The U.S. Cybersecurity and Infrastructure Security Agency (CISA) has issued a high-priority alert regarding a newly discovered vulnerability in the Lanscope Endpoint Manager developed by Japanese firm Motex (a subsidiary of Kyocera Communication Systems). The issue, tracked as CVE‑2025‑61932 with a CVSS 9.3 rating, is already confirmed to be exploited in the wild and has been added to CISA’s Known Exploited Vulnerabilities catalog.
Remote Code Execution Flaw Allows Arbitrary Code via Crafted Packets
The vulnerability stems from improper verification of the source of incoming communication in the Lanscope Client and Detection Agent components. An unauthenticated attacker can exploit this weakness by sending specially crafted network packets to affected endpoints, causing arbitrary code execution under the system context. Evidence from Motex indicates some customer environments already received malicious packets, and Japan’s CERT (JPCERT/CC) has acknowledged active domestic abuse of the flaw.
Affected versions include all on-premises Lanscope Endpoint Manager versions 9.4.7.1 and earlier; Motex has released patched versions spanning 9.3.2.7 through 9.4.7.3. Importantly, Motex confirms that only the client installation requires updating, and the central management server version does not need simultaneous upgrading.
“A vulnerability exists in the Endpoint Manager On-Premises client program (hereafter referred to as MR) and the Detection Agent … that allows remote code execution.”
— Motex security bulletin
Exploitation Confirmed — Federal Agencies Given Rapid Remediation Deadline
CISA’s decision to list CVE-2025-61932 in its KEV catalog indicates confirmed exploitation by threat actors, a major signal that agencies and companies must act immediately. Under the Binding Operational Directive 22-01, U.S. federal civilian agencies have until November 12, 2025 to identify and patch vulnerable Lanscope deployments. The share of exploitation tactics includes delivering payloads designed to persist and escalate privileges.
Adversaries targeting Lanscope could gain broad access to managed desktops and mobile devices, enabling credential theft, lateral movement, and deployment of additional malware or ransomware. Endpoint management platforms like Lanscope often have privileged network access, making them high-value escalation targets.
Tradecraft and Attack Scope Highlight Multifactor Threat Chain
While detailed indicators remain scarce, researchers outline the likely attack chain:
- Initial access: attacker reaches exposed or compromised management endpoint running Lanscope Agent.

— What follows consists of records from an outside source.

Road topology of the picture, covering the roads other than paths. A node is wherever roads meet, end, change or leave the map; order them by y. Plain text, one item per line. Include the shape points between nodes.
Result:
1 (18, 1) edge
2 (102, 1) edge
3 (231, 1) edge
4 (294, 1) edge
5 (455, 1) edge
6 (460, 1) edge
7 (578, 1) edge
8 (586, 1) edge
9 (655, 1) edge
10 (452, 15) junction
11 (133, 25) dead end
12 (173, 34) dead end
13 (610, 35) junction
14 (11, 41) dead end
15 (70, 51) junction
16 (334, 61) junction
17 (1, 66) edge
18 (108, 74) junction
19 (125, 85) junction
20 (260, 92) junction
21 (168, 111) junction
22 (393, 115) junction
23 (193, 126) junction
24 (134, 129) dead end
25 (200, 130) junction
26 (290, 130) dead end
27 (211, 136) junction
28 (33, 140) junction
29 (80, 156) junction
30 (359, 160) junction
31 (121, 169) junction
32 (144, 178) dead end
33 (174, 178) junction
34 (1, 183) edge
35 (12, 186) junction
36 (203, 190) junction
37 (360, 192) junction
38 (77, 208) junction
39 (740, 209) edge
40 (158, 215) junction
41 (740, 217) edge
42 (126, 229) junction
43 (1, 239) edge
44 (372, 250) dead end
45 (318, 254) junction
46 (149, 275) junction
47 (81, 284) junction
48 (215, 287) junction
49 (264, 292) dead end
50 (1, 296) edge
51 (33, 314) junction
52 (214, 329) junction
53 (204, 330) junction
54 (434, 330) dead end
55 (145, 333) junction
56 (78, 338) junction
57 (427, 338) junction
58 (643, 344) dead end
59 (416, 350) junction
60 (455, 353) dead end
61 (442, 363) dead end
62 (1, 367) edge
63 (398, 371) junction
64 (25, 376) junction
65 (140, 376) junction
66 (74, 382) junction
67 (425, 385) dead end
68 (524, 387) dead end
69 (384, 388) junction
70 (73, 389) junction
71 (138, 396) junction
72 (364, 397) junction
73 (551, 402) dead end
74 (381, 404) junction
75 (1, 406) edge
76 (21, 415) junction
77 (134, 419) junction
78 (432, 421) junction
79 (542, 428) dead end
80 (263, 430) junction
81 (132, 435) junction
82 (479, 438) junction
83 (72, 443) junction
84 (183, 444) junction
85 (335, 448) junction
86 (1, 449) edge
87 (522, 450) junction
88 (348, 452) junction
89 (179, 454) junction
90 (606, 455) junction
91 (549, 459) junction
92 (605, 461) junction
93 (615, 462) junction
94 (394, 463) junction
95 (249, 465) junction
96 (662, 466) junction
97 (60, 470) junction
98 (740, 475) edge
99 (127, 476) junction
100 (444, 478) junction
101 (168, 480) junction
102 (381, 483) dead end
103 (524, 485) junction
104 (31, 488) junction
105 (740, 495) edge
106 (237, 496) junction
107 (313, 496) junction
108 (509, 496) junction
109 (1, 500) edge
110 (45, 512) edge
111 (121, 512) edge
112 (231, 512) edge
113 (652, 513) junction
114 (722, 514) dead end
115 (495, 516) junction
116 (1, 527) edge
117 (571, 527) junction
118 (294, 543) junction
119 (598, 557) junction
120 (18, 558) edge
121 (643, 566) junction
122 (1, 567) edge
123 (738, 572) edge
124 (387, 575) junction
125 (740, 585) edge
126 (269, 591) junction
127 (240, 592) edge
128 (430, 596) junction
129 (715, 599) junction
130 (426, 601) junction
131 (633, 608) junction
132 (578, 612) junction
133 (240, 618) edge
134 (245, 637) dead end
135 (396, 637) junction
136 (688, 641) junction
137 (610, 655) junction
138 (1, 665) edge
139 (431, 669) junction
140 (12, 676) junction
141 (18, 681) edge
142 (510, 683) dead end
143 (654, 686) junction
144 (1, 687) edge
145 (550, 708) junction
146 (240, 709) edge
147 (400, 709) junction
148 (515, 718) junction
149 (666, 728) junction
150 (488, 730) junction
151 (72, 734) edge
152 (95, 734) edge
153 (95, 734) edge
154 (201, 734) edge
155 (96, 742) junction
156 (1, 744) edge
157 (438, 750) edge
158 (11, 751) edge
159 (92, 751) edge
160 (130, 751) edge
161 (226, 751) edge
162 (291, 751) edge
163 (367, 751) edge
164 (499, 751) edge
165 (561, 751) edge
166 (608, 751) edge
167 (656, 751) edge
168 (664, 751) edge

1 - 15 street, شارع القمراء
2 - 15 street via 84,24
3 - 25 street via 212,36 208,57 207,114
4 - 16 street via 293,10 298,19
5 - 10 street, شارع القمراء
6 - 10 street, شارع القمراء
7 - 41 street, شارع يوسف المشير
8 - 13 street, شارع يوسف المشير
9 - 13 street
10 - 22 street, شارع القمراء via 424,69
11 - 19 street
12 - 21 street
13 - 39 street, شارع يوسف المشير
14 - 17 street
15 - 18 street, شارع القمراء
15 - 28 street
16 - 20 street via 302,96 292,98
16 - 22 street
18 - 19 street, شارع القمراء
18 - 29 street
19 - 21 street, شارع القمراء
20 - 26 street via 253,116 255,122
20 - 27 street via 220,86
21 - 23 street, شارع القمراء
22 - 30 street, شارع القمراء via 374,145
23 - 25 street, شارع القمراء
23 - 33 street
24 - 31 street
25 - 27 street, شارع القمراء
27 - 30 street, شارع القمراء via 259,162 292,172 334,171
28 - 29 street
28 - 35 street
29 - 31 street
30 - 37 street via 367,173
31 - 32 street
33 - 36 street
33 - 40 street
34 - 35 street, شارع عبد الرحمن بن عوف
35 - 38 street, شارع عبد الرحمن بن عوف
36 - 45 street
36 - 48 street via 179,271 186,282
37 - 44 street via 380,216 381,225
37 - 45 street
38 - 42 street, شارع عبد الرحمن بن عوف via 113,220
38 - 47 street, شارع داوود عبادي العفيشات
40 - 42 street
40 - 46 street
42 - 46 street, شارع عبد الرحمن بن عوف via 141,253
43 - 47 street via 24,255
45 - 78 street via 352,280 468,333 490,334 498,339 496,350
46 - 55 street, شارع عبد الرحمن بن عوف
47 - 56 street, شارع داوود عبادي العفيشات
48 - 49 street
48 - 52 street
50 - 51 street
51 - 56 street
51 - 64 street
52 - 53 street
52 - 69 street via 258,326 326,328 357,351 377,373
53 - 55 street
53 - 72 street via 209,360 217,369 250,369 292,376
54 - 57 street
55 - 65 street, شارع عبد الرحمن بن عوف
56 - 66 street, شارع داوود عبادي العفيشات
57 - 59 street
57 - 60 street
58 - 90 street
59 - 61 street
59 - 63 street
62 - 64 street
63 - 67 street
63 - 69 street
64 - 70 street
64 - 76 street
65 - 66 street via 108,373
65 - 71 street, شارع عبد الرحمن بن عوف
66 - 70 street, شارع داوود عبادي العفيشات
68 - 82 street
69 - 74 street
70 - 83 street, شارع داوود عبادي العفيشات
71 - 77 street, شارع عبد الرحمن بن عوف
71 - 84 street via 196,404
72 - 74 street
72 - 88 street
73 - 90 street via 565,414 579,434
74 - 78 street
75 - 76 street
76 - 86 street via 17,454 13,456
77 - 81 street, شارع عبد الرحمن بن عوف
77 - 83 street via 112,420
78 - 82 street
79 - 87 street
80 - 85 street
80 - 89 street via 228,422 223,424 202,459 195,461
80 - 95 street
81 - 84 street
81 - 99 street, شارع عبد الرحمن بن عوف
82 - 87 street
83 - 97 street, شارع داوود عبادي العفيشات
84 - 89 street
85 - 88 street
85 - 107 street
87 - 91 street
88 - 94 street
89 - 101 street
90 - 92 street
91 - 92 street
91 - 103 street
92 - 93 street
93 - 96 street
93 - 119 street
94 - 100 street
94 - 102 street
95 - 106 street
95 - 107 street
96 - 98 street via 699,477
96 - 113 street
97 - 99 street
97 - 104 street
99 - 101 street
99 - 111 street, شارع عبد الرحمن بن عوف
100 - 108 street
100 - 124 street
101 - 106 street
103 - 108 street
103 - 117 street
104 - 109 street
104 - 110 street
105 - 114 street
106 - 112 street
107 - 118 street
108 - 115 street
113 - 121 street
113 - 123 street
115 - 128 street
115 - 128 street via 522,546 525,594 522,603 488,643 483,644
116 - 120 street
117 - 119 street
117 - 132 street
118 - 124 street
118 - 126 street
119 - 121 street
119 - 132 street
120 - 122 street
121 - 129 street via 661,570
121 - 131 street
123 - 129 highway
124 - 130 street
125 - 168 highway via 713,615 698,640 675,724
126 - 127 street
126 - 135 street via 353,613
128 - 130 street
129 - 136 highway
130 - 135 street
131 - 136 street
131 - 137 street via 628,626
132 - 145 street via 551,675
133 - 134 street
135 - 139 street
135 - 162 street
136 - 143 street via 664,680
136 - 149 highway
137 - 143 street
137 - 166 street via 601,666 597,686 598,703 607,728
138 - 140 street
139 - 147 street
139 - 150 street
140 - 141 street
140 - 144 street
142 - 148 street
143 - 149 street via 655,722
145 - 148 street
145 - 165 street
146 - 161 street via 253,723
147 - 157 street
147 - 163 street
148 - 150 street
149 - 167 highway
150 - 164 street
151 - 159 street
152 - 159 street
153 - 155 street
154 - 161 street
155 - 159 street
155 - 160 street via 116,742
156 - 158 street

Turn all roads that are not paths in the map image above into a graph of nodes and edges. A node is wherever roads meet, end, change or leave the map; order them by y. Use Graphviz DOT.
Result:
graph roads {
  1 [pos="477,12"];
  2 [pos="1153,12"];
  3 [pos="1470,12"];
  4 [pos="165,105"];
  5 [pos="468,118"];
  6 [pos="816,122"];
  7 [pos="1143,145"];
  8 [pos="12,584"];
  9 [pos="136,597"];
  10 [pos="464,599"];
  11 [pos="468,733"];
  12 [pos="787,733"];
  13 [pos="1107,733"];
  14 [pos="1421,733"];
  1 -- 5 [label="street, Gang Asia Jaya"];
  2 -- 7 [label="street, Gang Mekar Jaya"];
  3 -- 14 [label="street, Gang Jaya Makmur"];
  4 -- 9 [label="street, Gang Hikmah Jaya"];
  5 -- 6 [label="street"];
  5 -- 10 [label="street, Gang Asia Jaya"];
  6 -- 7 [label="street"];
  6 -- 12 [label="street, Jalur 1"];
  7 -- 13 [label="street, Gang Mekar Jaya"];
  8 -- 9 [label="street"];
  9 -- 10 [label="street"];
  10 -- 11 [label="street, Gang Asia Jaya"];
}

- Exploitation: crafted packet triggers RCE via CVE-2025-61932 (mapped to ATT&CK T1203 or T1210).
- Execution: payload implants as a service or scheduled task, often disguised under legitimate Lanscope nomenclature.
- Persistence & privilege escalation: Heavy privileges tied to endpoint manager agent permit escalation (T1055, T1543).
- Lateral movement and C2: attacker uses internal trust to pivot; encrypted outbound connections pass through compromised endpoints to hide exfiltration (T1021, T1071).
Because Lanscope is widely deployed across Japan and Asia, and often in enterprise mobility and desktop management environments, the geographic footprint of exposure is significant. Organizations in North America, Europe and beyond also use the software via AWS-hosted or hybrid installations and thus face global risk.
Urgent Mitigation and Defence Measures Organizations Must Implement
Security teams are advised to take the following steps:
- Patch immediately: Upgrade Lanscope Client and Detection Agent to version 9.4.7.3 or higher (earlier patched versions apply).
- Limit exposure: Remove public internet access to Lanscope Agent ports; ensure agents whitelist trusted update servers.
- Monitor anomalous network traffic: Look for persistent outbound TLS or unusual port activity from Lanscope agents.
- Audit recent changes and service accounts: Inspect for new or modified scheduled tasks tied to Lanscope; validate credential hygiene.
- Segment management traffic: Place agent-server communication on isolated VLANs; apply zero-trust principles to endpoint management flows.
- Hunt for artifacts: Search for unknown running processes matching Lanscope binary naming, detect new COM registrations or unexpected DLL loads.
Even as patching remains the primary remediation path, enhanced monitoring and access control are crucial given the speed of exploitation. Endpoint management platforms represent a potent attack surface because they operate with elevated privileges and trusted network access.